What does a party look like in 2021?

(1) They’re small. Events planner Ivy Robinson says party size comes down to personal preference and local restrictions. North Carolina’s indoor gathering limit is currently 25, and a tented event outside can have up to 50. This doesn’t apply to religious events like a marriage ceremony.

  • Small doesn’t mean cheap, though. Robinson tells me a private party typically starts around $5,000. Larger parties can cost $50,000 or more, she says.

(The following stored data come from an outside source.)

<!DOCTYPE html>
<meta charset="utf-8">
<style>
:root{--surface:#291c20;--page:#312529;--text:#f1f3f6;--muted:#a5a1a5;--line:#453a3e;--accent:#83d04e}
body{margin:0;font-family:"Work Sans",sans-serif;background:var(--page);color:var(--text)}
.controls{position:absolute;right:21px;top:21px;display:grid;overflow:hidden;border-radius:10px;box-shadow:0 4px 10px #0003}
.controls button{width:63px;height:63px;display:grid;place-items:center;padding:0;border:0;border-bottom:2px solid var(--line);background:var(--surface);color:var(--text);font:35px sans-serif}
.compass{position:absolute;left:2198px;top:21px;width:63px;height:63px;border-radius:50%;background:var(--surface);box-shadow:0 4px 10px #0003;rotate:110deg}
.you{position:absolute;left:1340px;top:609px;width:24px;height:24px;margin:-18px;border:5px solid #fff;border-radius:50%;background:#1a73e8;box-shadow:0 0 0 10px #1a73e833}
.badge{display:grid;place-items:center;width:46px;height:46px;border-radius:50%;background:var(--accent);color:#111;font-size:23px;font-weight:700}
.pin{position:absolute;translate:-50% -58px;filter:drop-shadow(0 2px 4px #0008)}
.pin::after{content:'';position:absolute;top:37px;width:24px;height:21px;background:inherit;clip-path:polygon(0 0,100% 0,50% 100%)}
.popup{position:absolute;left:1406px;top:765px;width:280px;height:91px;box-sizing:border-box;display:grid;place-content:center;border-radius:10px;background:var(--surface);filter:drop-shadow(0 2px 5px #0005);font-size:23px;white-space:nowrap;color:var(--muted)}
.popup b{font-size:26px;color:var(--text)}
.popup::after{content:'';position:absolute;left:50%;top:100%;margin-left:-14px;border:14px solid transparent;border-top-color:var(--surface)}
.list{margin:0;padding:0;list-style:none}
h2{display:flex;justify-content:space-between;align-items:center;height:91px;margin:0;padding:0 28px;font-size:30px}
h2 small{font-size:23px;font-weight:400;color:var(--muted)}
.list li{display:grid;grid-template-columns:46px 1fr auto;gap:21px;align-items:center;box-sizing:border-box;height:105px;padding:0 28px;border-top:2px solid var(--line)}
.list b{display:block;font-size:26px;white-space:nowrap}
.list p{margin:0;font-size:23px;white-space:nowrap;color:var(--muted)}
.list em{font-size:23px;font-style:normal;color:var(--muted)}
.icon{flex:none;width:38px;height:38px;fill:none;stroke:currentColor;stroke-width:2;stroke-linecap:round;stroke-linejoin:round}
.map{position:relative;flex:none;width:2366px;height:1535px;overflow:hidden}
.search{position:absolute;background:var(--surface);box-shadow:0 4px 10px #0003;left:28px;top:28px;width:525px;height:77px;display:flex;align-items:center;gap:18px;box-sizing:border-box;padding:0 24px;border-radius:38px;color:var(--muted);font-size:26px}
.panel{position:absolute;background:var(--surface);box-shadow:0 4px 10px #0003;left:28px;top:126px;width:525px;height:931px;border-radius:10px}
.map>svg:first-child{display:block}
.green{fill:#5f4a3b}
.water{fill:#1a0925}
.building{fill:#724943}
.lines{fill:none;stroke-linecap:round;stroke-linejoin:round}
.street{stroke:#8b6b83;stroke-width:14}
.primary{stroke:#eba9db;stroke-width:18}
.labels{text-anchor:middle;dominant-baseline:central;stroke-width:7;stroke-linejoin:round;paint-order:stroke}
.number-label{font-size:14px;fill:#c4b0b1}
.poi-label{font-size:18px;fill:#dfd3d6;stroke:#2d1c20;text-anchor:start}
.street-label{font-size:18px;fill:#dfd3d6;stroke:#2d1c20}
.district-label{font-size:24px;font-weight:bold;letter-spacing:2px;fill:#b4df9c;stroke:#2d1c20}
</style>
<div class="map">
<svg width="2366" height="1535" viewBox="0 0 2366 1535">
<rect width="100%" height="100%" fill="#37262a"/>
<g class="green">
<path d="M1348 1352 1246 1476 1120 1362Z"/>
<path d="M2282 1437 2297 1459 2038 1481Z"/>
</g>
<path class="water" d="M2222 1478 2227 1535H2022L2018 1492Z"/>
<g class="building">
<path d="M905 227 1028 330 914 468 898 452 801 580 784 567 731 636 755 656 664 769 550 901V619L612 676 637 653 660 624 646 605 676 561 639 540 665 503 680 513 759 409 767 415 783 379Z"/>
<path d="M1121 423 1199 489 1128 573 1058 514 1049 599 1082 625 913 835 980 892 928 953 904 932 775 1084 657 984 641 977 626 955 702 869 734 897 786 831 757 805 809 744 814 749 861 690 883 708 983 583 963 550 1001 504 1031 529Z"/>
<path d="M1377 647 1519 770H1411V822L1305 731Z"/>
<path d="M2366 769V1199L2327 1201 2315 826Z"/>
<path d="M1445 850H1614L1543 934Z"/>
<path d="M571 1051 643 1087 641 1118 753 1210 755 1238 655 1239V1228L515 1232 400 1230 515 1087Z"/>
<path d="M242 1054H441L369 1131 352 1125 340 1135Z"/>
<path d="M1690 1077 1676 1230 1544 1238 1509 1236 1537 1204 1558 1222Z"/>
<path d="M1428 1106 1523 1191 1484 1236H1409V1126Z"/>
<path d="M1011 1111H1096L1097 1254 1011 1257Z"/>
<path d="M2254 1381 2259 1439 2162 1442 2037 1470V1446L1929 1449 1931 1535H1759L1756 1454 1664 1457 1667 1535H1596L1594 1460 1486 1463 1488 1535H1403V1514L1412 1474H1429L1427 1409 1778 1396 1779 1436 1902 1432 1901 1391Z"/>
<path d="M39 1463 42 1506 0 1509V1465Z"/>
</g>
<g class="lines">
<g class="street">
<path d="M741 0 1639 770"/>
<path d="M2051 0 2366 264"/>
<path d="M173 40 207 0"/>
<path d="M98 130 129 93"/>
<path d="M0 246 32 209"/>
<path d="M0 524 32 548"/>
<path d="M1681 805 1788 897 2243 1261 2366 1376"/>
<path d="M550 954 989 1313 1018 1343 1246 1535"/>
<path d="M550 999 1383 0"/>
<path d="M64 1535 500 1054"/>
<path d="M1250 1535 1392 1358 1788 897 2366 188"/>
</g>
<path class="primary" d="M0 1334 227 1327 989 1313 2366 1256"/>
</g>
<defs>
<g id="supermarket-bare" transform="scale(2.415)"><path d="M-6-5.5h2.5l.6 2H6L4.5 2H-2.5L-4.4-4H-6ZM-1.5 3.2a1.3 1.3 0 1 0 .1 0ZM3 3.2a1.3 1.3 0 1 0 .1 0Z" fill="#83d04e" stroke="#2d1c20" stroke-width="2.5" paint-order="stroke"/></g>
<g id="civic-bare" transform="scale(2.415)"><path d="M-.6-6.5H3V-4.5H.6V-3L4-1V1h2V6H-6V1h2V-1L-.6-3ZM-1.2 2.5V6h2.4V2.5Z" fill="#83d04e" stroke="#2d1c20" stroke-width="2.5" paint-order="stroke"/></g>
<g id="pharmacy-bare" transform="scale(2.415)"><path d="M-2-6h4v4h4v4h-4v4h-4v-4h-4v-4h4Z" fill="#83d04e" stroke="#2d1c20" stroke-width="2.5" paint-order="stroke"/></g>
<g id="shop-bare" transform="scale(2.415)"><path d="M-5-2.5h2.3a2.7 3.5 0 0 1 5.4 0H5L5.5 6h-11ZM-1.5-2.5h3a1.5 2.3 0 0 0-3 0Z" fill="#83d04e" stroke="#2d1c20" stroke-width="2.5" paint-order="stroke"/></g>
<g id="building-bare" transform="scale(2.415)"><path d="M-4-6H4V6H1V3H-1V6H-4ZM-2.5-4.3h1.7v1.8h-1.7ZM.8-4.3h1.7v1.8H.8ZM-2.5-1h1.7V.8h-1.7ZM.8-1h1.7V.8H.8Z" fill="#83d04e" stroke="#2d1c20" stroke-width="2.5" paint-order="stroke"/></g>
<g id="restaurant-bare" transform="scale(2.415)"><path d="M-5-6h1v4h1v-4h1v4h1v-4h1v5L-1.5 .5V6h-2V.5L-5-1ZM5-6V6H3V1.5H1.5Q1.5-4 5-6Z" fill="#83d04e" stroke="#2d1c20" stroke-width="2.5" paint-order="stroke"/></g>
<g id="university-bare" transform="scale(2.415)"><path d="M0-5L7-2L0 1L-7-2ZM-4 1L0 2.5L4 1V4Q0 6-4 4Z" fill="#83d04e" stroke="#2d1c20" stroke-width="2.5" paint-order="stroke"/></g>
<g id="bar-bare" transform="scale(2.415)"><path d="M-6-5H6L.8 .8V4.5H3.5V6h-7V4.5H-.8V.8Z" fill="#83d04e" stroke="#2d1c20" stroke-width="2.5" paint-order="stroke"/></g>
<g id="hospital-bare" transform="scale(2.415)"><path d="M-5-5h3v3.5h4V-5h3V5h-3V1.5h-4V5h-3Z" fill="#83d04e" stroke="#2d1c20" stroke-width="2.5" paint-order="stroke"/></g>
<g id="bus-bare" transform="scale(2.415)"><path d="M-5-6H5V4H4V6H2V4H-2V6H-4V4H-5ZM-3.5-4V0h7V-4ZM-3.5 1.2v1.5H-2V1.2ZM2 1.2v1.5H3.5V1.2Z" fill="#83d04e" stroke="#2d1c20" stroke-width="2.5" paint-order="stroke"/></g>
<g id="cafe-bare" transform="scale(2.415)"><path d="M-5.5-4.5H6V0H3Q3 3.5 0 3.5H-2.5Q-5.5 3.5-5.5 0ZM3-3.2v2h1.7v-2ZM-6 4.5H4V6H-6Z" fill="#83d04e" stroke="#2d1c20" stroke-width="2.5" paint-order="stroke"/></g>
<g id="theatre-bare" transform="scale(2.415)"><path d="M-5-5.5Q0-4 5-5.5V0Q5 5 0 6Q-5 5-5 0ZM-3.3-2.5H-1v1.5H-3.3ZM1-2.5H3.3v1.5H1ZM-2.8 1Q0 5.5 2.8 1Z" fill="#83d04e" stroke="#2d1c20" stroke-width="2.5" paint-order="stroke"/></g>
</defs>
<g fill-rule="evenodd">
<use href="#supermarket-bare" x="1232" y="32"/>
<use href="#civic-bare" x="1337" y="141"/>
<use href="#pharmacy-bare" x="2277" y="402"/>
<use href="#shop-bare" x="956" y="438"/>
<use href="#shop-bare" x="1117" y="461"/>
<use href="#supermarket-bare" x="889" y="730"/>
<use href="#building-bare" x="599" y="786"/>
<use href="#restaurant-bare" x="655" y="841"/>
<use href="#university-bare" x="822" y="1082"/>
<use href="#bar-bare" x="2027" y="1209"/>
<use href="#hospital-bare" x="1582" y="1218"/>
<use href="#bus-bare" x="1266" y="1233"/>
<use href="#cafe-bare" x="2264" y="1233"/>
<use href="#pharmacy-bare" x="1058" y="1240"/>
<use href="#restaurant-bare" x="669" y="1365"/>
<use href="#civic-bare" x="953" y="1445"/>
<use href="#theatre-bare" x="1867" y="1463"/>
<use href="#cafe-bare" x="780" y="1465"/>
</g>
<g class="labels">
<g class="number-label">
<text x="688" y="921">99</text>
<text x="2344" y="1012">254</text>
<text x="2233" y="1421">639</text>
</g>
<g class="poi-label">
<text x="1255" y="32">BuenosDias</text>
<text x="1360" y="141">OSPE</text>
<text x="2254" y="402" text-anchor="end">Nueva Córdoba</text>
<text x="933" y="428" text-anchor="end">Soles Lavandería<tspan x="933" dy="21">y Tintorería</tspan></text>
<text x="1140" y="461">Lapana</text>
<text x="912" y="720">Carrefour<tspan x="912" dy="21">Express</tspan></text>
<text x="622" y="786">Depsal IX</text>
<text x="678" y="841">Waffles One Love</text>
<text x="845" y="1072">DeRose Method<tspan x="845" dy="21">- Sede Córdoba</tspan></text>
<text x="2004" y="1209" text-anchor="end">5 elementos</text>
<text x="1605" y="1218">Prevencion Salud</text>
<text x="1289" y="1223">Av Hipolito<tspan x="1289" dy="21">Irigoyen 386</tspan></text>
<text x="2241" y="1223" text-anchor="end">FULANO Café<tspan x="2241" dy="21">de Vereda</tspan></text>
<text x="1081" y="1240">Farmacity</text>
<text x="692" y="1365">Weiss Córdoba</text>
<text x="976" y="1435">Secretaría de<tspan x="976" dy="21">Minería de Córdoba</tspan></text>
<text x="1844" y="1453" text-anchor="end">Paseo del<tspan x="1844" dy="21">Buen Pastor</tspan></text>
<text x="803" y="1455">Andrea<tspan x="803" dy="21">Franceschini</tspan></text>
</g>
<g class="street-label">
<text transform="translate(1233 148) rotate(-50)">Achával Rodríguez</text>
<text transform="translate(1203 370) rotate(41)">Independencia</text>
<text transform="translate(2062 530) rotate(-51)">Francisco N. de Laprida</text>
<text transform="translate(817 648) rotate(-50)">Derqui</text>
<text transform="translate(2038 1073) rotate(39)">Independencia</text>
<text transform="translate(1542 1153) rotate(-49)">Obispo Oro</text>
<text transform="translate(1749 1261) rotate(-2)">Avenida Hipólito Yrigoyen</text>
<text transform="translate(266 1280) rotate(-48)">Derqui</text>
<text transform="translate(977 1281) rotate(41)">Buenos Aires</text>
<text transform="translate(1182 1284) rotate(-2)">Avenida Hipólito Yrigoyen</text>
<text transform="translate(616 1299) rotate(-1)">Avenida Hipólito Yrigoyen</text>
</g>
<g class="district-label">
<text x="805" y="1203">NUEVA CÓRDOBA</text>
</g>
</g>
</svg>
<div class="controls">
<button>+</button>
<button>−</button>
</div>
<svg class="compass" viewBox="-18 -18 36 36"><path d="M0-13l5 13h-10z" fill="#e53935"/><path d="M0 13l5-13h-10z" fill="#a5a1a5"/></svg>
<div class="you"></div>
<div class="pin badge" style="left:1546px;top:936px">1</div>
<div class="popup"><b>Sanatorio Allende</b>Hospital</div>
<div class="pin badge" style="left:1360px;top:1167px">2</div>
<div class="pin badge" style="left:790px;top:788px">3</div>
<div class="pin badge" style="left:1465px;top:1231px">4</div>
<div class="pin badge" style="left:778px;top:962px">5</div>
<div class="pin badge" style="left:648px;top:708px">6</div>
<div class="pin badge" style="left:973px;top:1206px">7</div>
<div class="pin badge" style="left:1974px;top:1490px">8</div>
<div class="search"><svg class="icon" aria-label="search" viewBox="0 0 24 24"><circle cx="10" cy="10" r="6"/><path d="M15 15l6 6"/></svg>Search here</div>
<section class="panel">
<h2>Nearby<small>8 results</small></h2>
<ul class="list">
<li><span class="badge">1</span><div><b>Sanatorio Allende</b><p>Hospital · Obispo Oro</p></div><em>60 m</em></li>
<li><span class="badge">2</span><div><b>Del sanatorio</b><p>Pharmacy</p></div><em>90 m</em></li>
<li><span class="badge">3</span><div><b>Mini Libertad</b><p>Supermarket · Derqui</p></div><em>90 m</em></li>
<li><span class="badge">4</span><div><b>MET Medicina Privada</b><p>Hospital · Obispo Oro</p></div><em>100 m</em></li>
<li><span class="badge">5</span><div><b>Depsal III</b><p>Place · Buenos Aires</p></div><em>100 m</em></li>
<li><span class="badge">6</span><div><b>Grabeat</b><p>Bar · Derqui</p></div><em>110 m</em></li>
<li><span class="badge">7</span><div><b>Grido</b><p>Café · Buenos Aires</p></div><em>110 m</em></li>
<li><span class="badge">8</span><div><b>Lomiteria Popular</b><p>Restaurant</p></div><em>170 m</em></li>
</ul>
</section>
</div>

(2) Safety measures will be in place for a while. Robinson planned a party where guests wore different color wristbands depending on their comfort level: yellow was for those OK with hugging, blue was for handshakes, and red meant strict social distancing. I think of it like the pandemic-era stoplight party.

  • Most planners said temperature checks and even coronavirus questionnaires are commonplace.
  • The planners I spoke to haven’t utilized rapid testing for guests, but The New York Times reports, they’re common in lavish areas like the Hamptons, costing a cool $500 per test.

(3) Buffets are out. The pandemic forced events planners and caterers to retool how they serve food at events. Expect more staff-run food stations or full-service dinner parties instead.

party planning

(4) Dance floors are going to be “fuller than full,” planner Dina Berg Blazek tells me. Even at gatherings with 20 people, furniture is getting pushed out of the way. Enthusiasm is much higher than it has been in the past, she says.

  • “I’m going to cry when I see that first full dance floor,” she adds. Me, too, Dina. Me, too.

(5) Parties will go late. No one wants to leave, Berg Blazek says. During the pandemic, Robinson tells me she’s hosted brunch parties at her house and guests sometimes stay as late as 10pm … for brunch. (For the record, she’s not complaining.)

What’s next: There’s still a long way to go for corporate events and charity galas, which tend to be much larger than private social gatherings. The planners I spoke with are overwhelmingly hopeful, though, that this year will be a lot better than the last.

“People are just so ready to do something,” Hutchins says. “I believe that the event industry is going to have a blockbuster year.”